I procrastinated writing this post. I was nervous! Nervous I wouldn’t have anything good to say. Nervous nobody would read it. Nervous it wouldn’t matter. That’s what humans do — we procrastinate out of fear. If you’re procrastinating getting your financial shit together, it’s probably because you’re scared and if you’re scared you really gotta know that it is so not your fault that you’re scared. As women, we’re raised inside of a society that primes us to feel fear around money and to think that if we don’t have our PhD in finance or econ, we’re screwed.
While feeling scared is totally valid, it’s also an excuse that I’m not willing to let you all make because you’re too smart, too thoughtful, and too badass to not be on top of your financial shit.
Here are 3 things you can do with your money starting TODAY (and you don’t even need a little bit of a PhD to do them!!)
Track your spending. Not sure how? Do a spending staredown. Want more help? I got you. Doing a spending staredown is not a punishment. And it’s not a way of policing yourself. It’s simply an exercise in noticing. We can’t be on top of our finances if we don’t even know how or where we spend money. No judgment, just awareness (do I sound like Andy from Headspace yet?).
Check your interest account savings rate. If it’s below 1%, you can definitely do better. The money in your savings account is basically just sitting around so you want to put those lil dollars to work (money at work = money making money). Savings accounts earn interest (this is the good kind of interest, not the kind you owe). If you’re banking somewhere with a shit interest rate, time to switch it up! Nobody has time for a .05% interest rate (*cough TD bank*).

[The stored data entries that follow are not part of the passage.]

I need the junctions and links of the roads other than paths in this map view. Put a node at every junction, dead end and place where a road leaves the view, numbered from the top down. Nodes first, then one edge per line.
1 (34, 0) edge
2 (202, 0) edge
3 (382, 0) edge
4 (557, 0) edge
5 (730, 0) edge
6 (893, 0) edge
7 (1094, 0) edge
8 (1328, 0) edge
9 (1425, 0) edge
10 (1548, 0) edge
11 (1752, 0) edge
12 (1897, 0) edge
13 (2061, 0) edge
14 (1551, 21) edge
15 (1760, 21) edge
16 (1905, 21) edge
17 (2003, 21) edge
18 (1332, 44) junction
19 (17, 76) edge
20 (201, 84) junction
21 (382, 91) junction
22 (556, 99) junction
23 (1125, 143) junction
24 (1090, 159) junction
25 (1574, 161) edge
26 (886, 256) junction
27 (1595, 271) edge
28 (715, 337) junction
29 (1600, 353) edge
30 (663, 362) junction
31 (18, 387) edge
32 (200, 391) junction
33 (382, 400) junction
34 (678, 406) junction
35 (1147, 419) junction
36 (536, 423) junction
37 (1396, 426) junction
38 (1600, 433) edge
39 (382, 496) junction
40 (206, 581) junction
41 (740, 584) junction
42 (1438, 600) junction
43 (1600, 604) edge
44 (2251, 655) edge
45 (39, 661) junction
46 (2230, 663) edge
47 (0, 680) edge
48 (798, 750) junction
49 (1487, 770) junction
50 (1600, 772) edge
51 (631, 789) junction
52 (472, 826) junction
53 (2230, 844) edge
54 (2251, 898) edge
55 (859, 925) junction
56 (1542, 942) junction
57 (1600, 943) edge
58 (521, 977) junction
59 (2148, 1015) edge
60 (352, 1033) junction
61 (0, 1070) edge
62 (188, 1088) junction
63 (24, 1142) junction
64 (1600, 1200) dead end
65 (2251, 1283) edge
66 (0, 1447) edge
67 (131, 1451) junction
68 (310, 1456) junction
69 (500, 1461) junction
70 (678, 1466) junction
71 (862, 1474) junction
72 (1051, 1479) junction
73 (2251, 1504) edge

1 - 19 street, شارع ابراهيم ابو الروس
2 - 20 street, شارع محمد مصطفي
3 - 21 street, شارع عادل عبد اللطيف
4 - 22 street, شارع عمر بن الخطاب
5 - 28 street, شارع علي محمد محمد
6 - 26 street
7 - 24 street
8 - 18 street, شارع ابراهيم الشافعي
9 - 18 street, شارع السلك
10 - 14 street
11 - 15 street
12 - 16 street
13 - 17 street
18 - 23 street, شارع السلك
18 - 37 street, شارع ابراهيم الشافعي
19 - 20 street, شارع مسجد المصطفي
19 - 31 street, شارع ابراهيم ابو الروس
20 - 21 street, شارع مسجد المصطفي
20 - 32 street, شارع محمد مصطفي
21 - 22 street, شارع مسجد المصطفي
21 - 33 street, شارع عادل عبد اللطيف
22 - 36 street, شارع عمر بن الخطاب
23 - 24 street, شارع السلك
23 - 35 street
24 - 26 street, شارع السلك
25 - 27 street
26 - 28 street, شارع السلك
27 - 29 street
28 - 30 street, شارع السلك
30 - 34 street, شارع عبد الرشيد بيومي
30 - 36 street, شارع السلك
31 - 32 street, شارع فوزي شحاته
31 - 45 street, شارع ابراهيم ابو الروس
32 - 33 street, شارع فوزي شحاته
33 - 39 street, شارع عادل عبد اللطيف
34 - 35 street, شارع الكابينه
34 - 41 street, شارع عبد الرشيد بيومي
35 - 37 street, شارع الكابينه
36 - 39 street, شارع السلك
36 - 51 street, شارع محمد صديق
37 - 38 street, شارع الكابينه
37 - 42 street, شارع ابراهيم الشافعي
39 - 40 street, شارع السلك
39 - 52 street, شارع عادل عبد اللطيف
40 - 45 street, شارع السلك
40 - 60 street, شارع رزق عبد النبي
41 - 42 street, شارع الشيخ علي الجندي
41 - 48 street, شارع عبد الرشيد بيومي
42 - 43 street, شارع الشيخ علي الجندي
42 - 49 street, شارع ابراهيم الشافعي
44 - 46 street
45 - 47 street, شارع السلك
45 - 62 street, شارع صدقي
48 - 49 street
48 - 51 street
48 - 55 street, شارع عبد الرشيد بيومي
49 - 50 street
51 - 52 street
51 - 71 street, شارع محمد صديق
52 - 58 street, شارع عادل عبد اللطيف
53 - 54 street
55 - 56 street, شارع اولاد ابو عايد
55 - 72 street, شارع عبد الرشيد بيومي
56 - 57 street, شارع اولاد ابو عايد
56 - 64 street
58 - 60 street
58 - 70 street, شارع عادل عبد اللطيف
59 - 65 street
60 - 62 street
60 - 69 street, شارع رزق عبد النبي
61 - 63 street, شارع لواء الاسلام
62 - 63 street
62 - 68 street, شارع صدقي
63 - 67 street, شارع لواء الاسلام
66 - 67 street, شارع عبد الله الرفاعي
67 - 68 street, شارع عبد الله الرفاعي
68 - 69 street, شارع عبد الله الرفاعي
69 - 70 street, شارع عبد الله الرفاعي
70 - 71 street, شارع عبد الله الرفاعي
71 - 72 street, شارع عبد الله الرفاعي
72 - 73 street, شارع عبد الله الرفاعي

3. Pay yourself *FIRST* every month. If you have less than 3–6 months of take home pay in your savings account, pay yourself into your savings account until you get there. Once you have 3–6 months or more of take home pay in your savings account, pay your retirement account. Paying yourself first means that putting money directly into your OWN pocket (aka savings or retirement account) gets prioritized just as highly as paying your rent or other non-negotiable bills. Your savings is non-negotiable, so start treating it that way!
If you’ve been avoiding making some financial changes that will really set you up to have a healthier relationship to your money, please please don’t beat yourself up over it. Just start small and start here. I’m rooting for you!